Update: Microsoft patched new Word preview-pane RCE issues in 2026; see Gridinsoft coverage of CVE-2026-40361 and CVE-2026-40364 Outlook/Word preview risk for current patch and triage guidance.

Microsoft says a multi-stage code-of-conduct phishing campaign targeted more than 35,000 users at over 13,000 organizations in 26 countries between April 14 and April 16, 2026. The campaign matters because it did not stop at stealing passwords: it pushed victims into an adversary-in-the-middle sign-in flow that could capture Microsoft session tokens and bypass non-phishing-resistant MFA [1].

The lure was built around workplace pressure. Messages posed as internal compliance or regulatory notices from names such as “Internal Regulatory COC,” “Workforce Communications,” and “Team Conduct Report.” The attached PDFs used case-log and disciplinary-action themes, then sent recipients through attacker-controlled pages, CAPTCHA checks, and a final Microsoft sign-in prompt [1]. For a reader, the tell is the whole workflow: a stressful HR-style accusation, a PDF that becomes a portal, a CAPTCHA that pretends to add trust, and a sign-in request that appears after several staged pages.

Why this phishing worked

The campaign abused signals that many people have been trained to trust. The emails were sent through legitimate delivery services, the PDF gave a plausible business reason for clicking, and CAPTCHA pages filtered automated scanners while making the session look more official. Microsoft also noted that the campaign used domains such as acceptable-use-policy-calendly[.]de and compliance-protectionoutlook[.]de, which are close enough to business vocabulary to pass a hurried glance but not close enough to belong to a real internal compliance system [1].

The useful response is to treat this as token theft, not only credential theft. If a user opened a similar PDF and signed in, changing the password is not the finish line. Admins should revoke active sessions and refresh tokens, then reset credentials, because Microsoft notes that a stolen session token can remain useful until access is explicitly revoked or the session expires [3]. After that, review Entra sign-in logs for unfamiliar sign-in properties, impossible travel, anomalous tokens, and suspicious URL-click events, then purge matching messages by sender, subject, attachment name, or URL. Mail teams should also look for nearby variants instead of only exact indicators, because the campaign used multiple sender addresses and staged domains.
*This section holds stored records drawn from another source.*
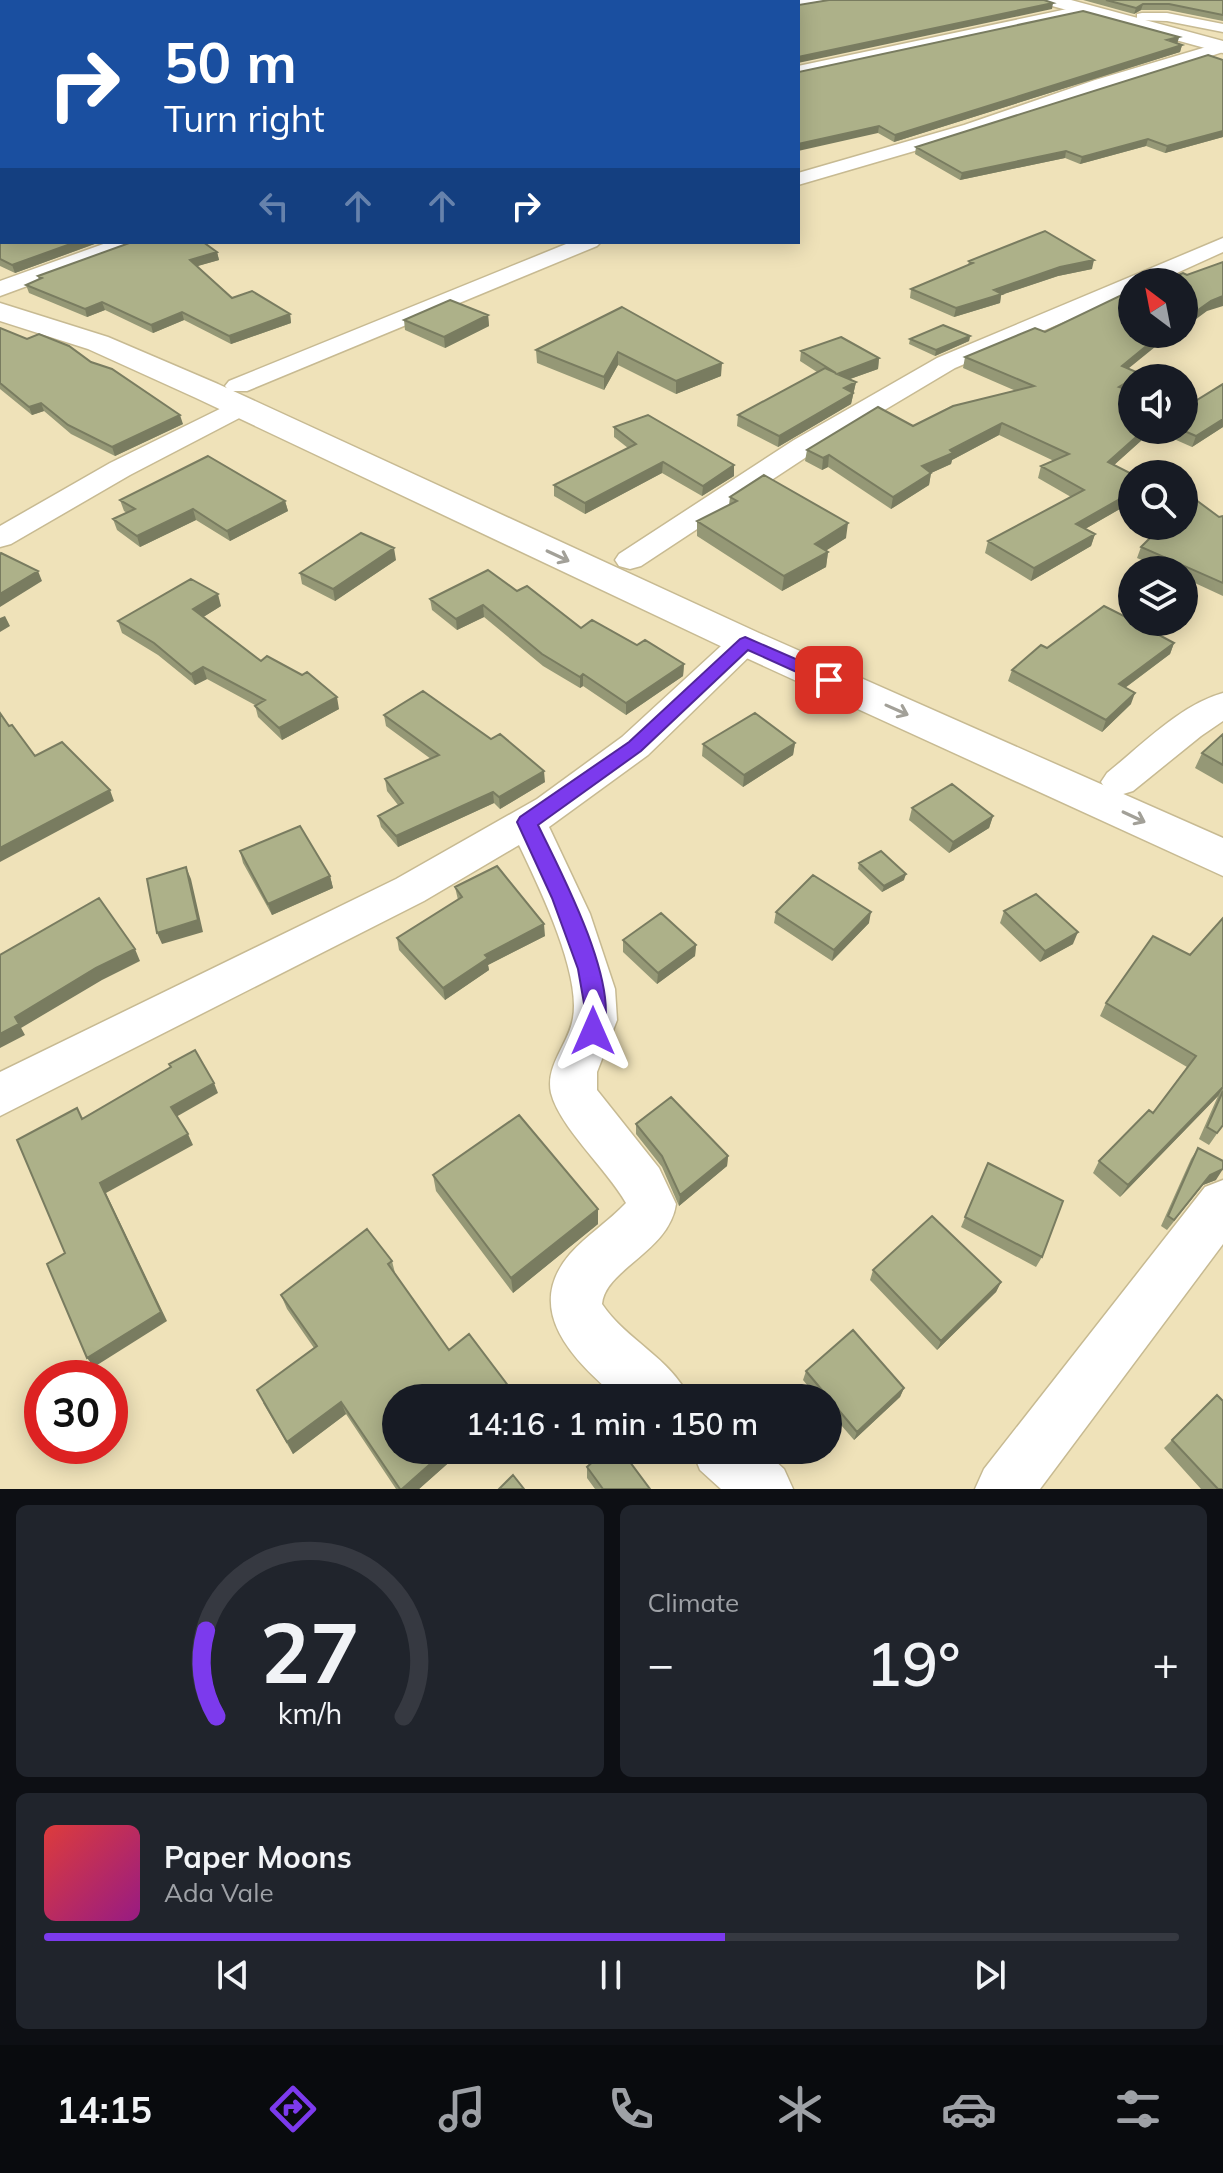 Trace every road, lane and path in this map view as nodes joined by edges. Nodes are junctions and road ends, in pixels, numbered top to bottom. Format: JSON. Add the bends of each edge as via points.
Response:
{"nodes":[{"id":1,"x":826,"y":0,"type":"edge"},
{"id":2,"x":1051,"y":0,"type":"edge"},
{"id":3,"x":800,"y":4,"type":"edge"},
{"id":4,"x":1081,"y":4,"type":"edge"},
{"id":5,"x":1223,"y":15,"type":"edge"},
{"id":6,"x":1142,"y":17,"type":"junction"},
{"id":7,"x":1203,"y":24,"type":"junction"},
{"id":8,"x":1223,"y":28,"type":"edge"},
{"id":9,"x":1223,"y":41,"type":"edge"},
{"id":10,"x":1223,"y":47,"type":"edge"},
{"id":11,"x":800,"y":71,"type":"edge"},
{"id":12,"x":800,"y":178,"type":"edge"},
{"id":13,"x":124,"y":244,"type":"edge"},
{"id":14,"x":585,"y":244,"type":"edge"},
{"id":15,"x":1223,"y":244,"type":"edge"},
{"id":16,"x":1170,"y":268,"type":"edge"},
{"id":17,"x":0,"y":291,"type":"edge"},
{"id":18,"x":1118,"y":291,"type":"edge"},
{"id":19,"x":0,"y":312,"type":"edge"},
{"id":20,"x":239,"y":397,"type":"junction"},
{"id":21,"x":0,"y":538,"type":"edge"},
{"id":22,"x":630,"y":560,"type":"junction"},
{"id":23,"x":745,"y":642,"type":"junction"},
{"id":24,"x":1223,"y":705,"type":"edge"},
{"id":25,"x":1120,"y":782,"type":"junction"},
{"id":26,"x":527,"y":822,"type":"junction"},
{"id":27,"x":1223,"y":828,"type":"edge"},
{"id":28,"x":1223,"y":858,"type":"edge"},
{"id":29,"x":0,"y":1095,"type":"edge"},
{"id":30,"x":1223,"y":1204,"type":"edge"},
{"id":31,"x":645,"y":1384,"type":"edge"},
{"id":32,"x":736,"y":1464,"type":"edge"},
{"id":33,"x":764,"y":1489,"type":"edge"},
{"id":34,"x":1004,"y":1489,"type":"edge"}],
"edges":[{"from":1,"to":3,"type":"street"},
{"from":2,"to":4,"type":"street"},
{"from":4,"to":6,"type":"street"},
{"from":4,"to":10,"type":"street"},
{"from":4,"to":11,"type":"street"},
{"from":5,"to":7,"type":"street"},
{"from":6,"to":7,"type":"street"},
{"from":6,"to":9,"type":"street"},
{"from":7,"to":8,"type":"street"},
{"from":10,"to":12,"type":"street"},
{"from":13,"to":17,"type":"street"},
{"from":14,"to":20,"type":"street"},
{"from":15,"to":16,"type":"street"},
{"from":17,"to":20,"type":"street"},
{"from":18,"to":22,"type":"street","via":[[946,363],[804,446]]},
{"from":19,"to":20,"type":"street"},
{"from":20,"to":21,"type":"street"},
{"from":20,"to":22,"type":"street"},
{"from":20,"to":23,"type":"street","one_way":true},
{"from":22,"to":25,"type":"street"},
{"from":23,"to":26,"type":"street","via":[[635,746]]},
{"from":23,"to":28,"type":"street","one_way":true},
{"from":24,"to":25,"type":"street"},
{"from":25,"to":27,"type":"street"},
{"from":26,"to":29,"type":"street","via":[[410,890]]},
{"from":26,"to":31,"type":"street","via":[[589,969],[596,1009],[593,1031],[575,1063],[575,1096],[651,1203],[641,1223],[578,1287],[575,1309],[585,1331]]},
{"from":30,"to":34,"type":"street"},
{"from":32,"to":33,"type":"street"}]}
For organizations already dealing with Microsoft 365 phishing kits, this campaign is a reminder that AiTM is now a repeatable tradecraft pattern, not an edge case. Gridinsoft previously covered the W3LL Microsoft 365 phishing kit, and the same defensive lesson applies here: ordinary MFA can still fail when the attacker proxies the login in real time. For more background on why token/session compromise changes the response, see Gridinsoft’s OAuth2 session hijack coverage. High-risk users need phishing-resistant MFA such as FIDO2 keys, Windows Hello for Business, or certificate-based controls, while mail defenders should enable Safe Links, Safe Attachments, Zero-hour auto purge, and endpoint network protection where available.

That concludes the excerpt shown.